_ACTIVITY_.
The reply should contain the full listing exactly as written and no pictures at all.
= = = =
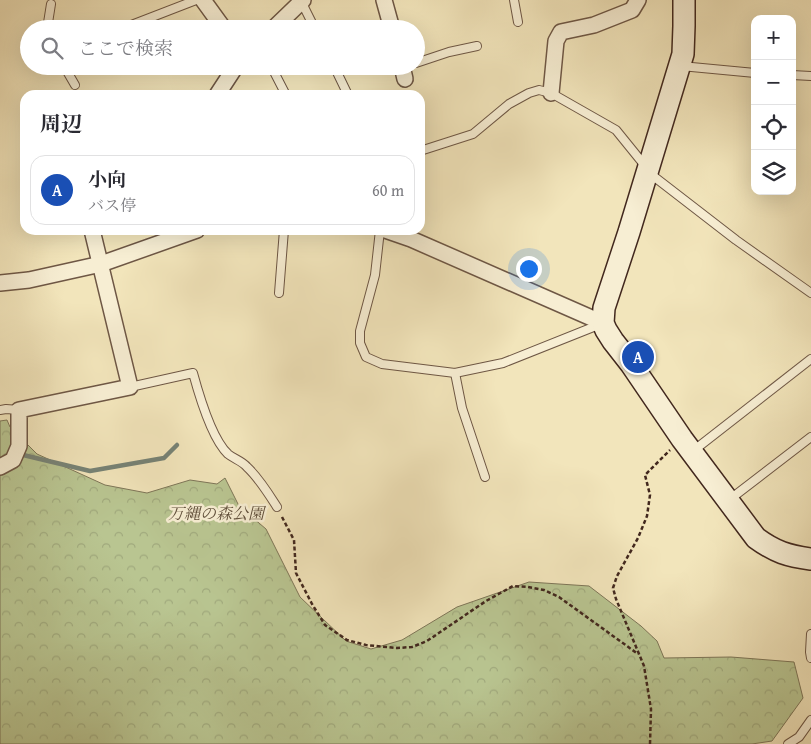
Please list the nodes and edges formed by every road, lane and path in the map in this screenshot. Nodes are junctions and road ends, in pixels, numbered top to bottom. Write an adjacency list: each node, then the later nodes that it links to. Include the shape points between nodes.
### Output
1 (196, 0): 10 (lane)
2 (204, 0): 11 (street)
3 (384, 0): 14 (street)
4 (514, 0): 15 (lane)
5 (638, 0): 30 (street, via 632,10 594,25 560,32 556,41)
6 (684, 0): 18 (street, via 683,54)
7 (302, 1): 12 (street); 13 (lane)
8 (51, 4): 9 (lane)
9 (48, 20)
10 (144, 20)
11 (218, 20)
12 (282, 20)
13 (311, 20)
14 (390, 20)
15 (518, 22)
16 (477, 46): 17 (lane)
17 (425, 61)
18 (679, 66): 19 (lane); 32 (street)
19 (751, 73)
20 (70, 75): 26 (lane)
21 (230, 75): 27 (street)
22 (276, 75): 28 (lane)
23 (338, 75): 29 (lane)
24 (796, 75): 25 (lane)
25 (811, 76)
26 (76, 85)
27 (220, 90)
28 (283, 90)
29 (346, 90)
30 (551, 93): 31 (lane, via 539,90 529,93 509,104 473,134); 32 (lane, via 616,130)
31 (425, 149)
32 (647, 170): 41 (lane, via 736,240); 42 (street, via 604,308)
33 (93, 235): 38 (street)
34 (183, 235): 38 (street)
35 (284, 235): 40 (lane)
36 (379, 235): 44 (lane, via 375,275 360,331 360,343 366,357 382,364)
37 (400, 235): 42 (street)
38 (101, 264): 39 (street); 45 (street)
39 (0, 283)
40 (279, 293)
41 (811, 293)
42 (603, 322): 44 (lane, via 502,363); 49 (street)
43 (811, 359): 49 (lane)
44 (455, 373): 51 (lane, via 462,408)
45 (130, 387): 47 (street); 53 (lane, via 193,373 201,403 227,454 246,466)
46 (0, 410): 47 (lane)
47 (19, 410): 50 (street, via 19,446 13,460)
48 (811, 437): 52 (lane)
49 (686, 446): 52 (street); 56 (path, via 645,475 650,495 647,516 613,588)
50 (0, 467)
51 (485, 477)
52 (728, 501): 54 (street, via 756,538 770,549 790,556)
53 (277, 507): 56 (path, via 294,540 296,573 312,604 325,625 347,640 366,645 412,647 513,586 544,590 559,597)
54 (811, 558)
55 (811, 634): 57 (lane)
56 (638, 654): 59 (path, via 648,687)
57 (811, 658)
58 (811, 720): 60 (lane, via 799,737)
59 (650, 744)
60 (788, 744)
= = = =
_WRITTEN SOLUTION_.
Please list the nodes and edges formed by every road, lane and path in the map in this screenshot. Nodes are junctions and road ends, in pixels, numbered top to bottom. Write an adjacency list: each node, then the later nodes that it links to. Include the shape points between nodes.
### Output
1 (196, 0): 10 (lane)
2 (204, 0): 11 (street)
3 (384, 0): 14 (street)
4 (514, 0): 15 (lane)
5 (638, 0): 30 (street, via 632,10 594,25 560,32 556,41)
6 (684, 0): 18 (street, via 683,54)
7 (302, 1): 12 (street); 13 (lane)
8 (51, 4): 9 (lane)
9 (48, 20)
10 (144, 20)
11 (218, 20)
12 (282, 20)
13 (311, 20)
14 (390, 20)
15 (518, 22)
16 (477, 46): 17 (lane)
17 (425, 61)
18 (679, 66): 19 (lane); 32 (street)
19 (751, 73)
20 (70, 75): 26 (lane)
21 (230, 75): 27 (street)
22 (276, 75): 28 (lane)
23 (338, 75): 29 (lane)
24 (796, 75): 25 (lane)
25 (811, 76)
26 (76, 85)
27 (220, 90)
28 (283, 90)
29 (346, 90)
30 (551, 93): 31 (lane, via 539,90 529,93 509,104 473,134); 32 (lane, via 616,130)
31 (425, 149)
32 (647, 170): 41 (lane, via 736,240); 42 (street, via 604,308)
33 (93, 235): 38 (street)
34 (183, 235): 38 (street)
35 (284, 235): 40 (lane)
36 (379, 235): 44 (lane, via 375,275 360,331 360,343 366,357 382,364)
37 (400, 235): 42 (street)
38 (101, 264): 39 (street); 45 (street)
39 (0, 283)
40 (279, 293)
41 (811, 293)
42 (603, 322): 44 (lane, via 502,363); 49 (street)
43 (811, 359): 49 (lane)
44 (455, 373): 51 (lane, via 462,408)
45 (130, 387): 47 (street); 53 (lane, via 193,373 201,403 227,454 246,466)
46 (0, 410): 47 (lane)
47 (19, 410): 50 (street, via 19,446 13,460)
48 (811, 437): 52 (lane)
49 (686, 446): 52 (street); 56 (path, via 645,475 650,495 647,516 613,588)
50 (0, 467)
51 (485, 477)
52 (728, 501): 54 (street, via 756,538 770,549 790,556)
53 (277, 507): 56 (path, via 294,540 296,573 312,604 325,625 347,640 366,645 412,647 513,586 544,590 559,597)
54 (811, 558)
55 (811, 634): 57 (lane)
56 (638, 654): 59 (path, via 648,687)
57 (811, 658)
58 (811, 720): 60 (lane, via 799,737)
59 (650, 744)
60 (788, 744)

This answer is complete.